Aim of the task: Output verbatim the line with "Which roads connect" together with every line beneath it, ending at the last line of the entries.

== == ==

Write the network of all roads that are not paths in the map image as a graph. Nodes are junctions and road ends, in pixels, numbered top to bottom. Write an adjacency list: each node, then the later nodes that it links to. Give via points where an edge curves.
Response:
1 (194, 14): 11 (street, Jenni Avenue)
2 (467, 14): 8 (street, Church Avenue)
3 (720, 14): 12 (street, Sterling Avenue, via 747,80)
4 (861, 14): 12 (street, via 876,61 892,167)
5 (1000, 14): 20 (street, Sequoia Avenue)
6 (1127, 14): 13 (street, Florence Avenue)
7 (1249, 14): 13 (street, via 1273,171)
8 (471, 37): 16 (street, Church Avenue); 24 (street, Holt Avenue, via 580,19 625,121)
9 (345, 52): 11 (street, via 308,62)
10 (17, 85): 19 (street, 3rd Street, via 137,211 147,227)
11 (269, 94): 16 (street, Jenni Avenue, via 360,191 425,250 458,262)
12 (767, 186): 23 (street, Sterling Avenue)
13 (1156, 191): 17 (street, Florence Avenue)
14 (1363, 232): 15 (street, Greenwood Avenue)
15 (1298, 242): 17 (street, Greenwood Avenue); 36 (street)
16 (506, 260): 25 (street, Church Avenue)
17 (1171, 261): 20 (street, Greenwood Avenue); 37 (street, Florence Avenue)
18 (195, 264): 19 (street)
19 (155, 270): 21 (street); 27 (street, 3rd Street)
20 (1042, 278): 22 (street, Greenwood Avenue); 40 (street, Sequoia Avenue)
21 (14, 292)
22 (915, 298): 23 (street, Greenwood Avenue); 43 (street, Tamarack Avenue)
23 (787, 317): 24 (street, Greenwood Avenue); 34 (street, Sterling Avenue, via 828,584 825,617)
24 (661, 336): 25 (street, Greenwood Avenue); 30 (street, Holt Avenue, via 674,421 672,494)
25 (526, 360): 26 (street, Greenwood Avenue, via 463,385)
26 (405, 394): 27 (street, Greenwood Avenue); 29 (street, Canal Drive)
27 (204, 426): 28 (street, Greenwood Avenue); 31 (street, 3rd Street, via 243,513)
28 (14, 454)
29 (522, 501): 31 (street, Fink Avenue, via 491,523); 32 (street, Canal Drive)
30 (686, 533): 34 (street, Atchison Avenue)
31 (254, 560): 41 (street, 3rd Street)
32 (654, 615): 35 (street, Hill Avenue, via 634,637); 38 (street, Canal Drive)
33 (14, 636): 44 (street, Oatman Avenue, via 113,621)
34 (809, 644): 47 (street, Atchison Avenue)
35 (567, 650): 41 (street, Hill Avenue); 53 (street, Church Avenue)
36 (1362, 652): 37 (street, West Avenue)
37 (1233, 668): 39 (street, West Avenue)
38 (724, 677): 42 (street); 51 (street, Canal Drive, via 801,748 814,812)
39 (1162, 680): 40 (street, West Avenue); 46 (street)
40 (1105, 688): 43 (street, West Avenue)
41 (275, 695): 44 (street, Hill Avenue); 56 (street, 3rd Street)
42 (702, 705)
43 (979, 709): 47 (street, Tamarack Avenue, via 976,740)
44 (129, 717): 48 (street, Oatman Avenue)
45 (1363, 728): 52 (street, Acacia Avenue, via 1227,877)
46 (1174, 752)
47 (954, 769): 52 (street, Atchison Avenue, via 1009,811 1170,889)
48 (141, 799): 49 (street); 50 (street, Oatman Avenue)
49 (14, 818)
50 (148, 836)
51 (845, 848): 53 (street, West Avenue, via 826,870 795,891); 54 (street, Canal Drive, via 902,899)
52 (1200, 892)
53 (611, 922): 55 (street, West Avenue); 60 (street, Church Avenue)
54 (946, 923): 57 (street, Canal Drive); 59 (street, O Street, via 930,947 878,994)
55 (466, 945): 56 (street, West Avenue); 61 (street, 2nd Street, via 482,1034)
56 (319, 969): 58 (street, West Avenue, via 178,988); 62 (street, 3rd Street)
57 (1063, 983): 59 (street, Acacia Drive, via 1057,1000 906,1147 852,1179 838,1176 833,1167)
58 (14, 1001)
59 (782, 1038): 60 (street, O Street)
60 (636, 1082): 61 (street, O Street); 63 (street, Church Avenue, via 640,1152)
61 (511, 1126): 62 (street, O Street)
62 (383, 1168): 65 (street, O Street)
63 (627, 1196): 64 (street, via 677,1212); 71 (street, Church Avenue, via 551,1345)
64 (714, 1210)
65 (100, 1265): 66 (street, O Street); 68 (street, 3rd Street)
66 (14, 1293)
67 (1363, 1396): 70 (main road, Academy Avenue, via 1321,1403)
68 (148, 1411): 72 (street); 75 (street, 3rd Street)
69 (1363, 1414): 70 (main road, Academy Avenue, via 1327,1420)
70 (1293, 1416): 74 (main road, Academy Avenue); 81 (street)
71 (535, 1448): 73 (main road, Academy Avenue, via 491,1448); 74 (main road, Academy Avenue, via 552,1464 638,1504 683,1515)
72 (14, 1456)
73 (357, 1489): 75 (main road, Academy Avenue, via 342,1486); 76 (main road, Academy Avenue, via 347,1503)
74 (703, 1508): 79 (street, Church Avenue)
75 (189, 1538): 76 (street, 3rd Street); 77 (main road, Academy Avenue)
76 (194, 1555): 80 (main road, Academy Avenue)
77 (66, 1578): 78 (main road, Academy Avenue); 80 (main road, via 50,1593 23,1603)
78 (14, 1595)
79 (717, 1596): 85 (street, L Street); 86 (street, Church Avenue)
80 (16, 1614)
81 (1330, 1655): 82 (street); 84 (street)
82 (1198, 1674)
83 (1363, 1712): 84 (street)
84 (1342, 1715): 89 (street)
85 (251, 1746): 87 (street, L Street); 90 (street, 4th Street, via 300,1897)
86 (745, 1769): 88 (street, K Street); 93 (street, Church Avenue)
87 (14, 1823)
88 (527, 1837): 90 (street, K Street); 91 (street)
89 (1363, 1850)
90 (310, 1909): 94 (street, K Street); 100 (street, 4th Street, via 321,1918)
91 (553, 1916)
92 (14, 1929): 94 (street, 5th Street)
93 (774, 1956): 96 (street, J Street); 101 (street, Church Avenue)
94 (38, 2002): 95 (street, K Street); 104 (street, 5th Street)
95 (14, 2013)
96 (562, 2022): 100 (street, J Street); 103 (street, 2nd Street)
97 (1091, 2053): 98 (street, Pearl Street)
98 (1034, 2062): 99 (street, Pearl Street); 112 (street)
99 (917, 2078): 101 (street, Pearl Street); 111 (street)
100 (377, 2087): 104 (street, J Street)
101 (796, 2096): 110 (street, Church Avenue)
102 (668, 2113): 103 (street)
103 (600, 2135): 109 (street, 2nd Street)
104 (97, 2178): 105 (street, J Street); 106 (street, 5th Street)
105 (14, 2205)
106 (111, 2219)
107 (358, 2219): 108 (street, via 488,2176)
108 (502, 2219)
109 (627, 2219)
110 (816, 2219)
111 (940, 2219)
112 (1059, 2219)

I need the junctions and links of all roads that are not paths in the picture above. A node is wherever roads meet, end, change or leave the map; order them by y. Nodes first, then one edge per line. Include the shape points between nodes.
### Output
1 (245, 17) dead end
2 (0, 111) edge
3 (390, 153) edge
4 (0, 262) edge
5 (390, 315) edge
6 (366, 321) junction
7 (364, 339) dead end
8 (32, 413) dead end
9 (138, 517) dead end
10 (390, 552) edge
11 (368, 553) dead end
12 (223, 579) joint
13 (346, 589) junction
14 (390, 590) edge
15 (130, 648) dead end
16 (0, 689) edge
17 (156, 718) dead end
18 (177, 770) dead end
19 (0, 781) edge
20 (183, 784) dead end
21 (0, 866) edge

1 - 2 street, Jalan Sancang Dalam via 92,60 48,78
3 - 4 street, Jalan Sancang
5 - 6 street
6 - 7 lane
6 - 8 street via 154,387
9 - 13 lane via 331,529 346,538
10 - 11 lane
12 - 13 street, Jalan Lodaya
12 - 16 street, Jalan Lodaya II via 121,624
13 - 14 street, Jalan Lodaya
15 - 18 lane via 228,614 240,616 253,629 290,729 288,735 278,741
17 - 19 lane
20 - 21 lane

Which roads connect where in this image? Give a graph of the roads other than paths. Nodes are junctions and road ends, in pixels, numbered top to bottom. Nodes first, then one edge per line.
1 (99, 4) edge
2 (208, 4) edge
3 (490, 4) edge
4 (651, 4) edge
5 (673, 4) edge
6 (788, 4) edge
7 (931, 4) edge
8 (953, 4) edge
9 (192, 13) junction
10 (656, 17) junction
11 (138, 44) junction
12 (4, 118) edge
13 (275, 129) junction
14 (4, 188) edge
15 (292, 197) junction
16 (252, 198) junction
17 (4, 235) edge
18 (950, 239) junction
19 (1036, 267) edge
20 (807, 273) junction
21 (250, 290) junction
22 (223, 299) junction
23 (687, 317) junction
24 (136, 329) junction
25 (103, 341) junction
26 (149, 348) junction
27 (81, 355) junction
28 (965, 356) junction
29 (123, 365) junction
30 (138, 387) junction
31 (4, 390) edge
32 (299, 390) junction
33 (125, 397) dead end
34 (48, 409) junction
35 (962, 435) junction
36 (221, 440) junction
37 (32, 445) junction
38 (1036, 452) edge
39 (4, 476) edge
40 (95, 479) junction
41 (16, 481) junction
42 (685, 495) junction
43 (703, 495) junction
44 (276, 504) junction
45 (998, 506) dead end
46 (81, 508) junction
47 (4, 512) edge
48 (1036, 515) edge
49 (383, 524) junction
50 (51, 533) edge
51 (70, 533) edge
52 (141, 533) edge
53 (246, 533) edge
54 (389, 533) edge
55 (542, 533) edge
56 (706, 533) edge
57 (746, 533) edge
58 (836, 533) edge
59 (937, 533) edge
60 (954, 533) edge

== == ==

Finished exercise:
Which roads connect where in this image? Give a graph of the roads other than paths. Nodes are junctions and road ends, in pixels, numbered top to bottom. Nodes first, then one edge per line.
1 (99, 4) edge
2 (208, 4) edge
3 (490, 4) edge
4 (651, 4) edge
5 (673, 4) edge
6 (788, 4) edge
7 (931, 4) edge
8 (953, 4) edge
9 (192, 13) junction
10 (656, 17) junction
11 (138, 44) junction
12 (4, 118) edge
13 (275, 129) junction
14 (4, 188) edge
15 (292, 197) junction
16 (252, 198) junction
17 (4, 235) edge
18 (950, 239) junction
19 (1036, 267) edge
20 (807, 273) junction
21 (250, 290) junction
22 (223, 299) junction
23 (687, 317) junction
24 (136, 329) junction
25 (103, 341) junction
26 (149, 348) junction
27 (81, 355) junction
28 (965, 356) junction
29 (123, 365) junction
30 (138, 387) junction
31 (4, 390) edge
32 (299, 390) junction
33 (125, 397) dead end
34 (48, 409) junction
35 (962, 435) junction
36 (221, 440) junction
37 (32, 445) junction
38 (1036, 452) edge
39 (4, 476) edge
40 (95, 479) junction
41 (16, 481) junction
42 (685, 495) junction
43 (703, 495) junction
44 (276, 504) junction
45 (998, 506) dead end
46 (81, 508) junction
47 (4, 512) edge
48 (1036, 515) edge
49 (383, 524) junction
50 (51, 533) edge
51 (70, 533) edge
52 (141, 533) edge
53 (246, 533) edge
54 (389, 533) edge
55 (542, 533) edge
56 (706, 533) edge
57 (746, 533) edge
58 (836, 533) edge
59 (937, 533) edge
60 (954, 533) edge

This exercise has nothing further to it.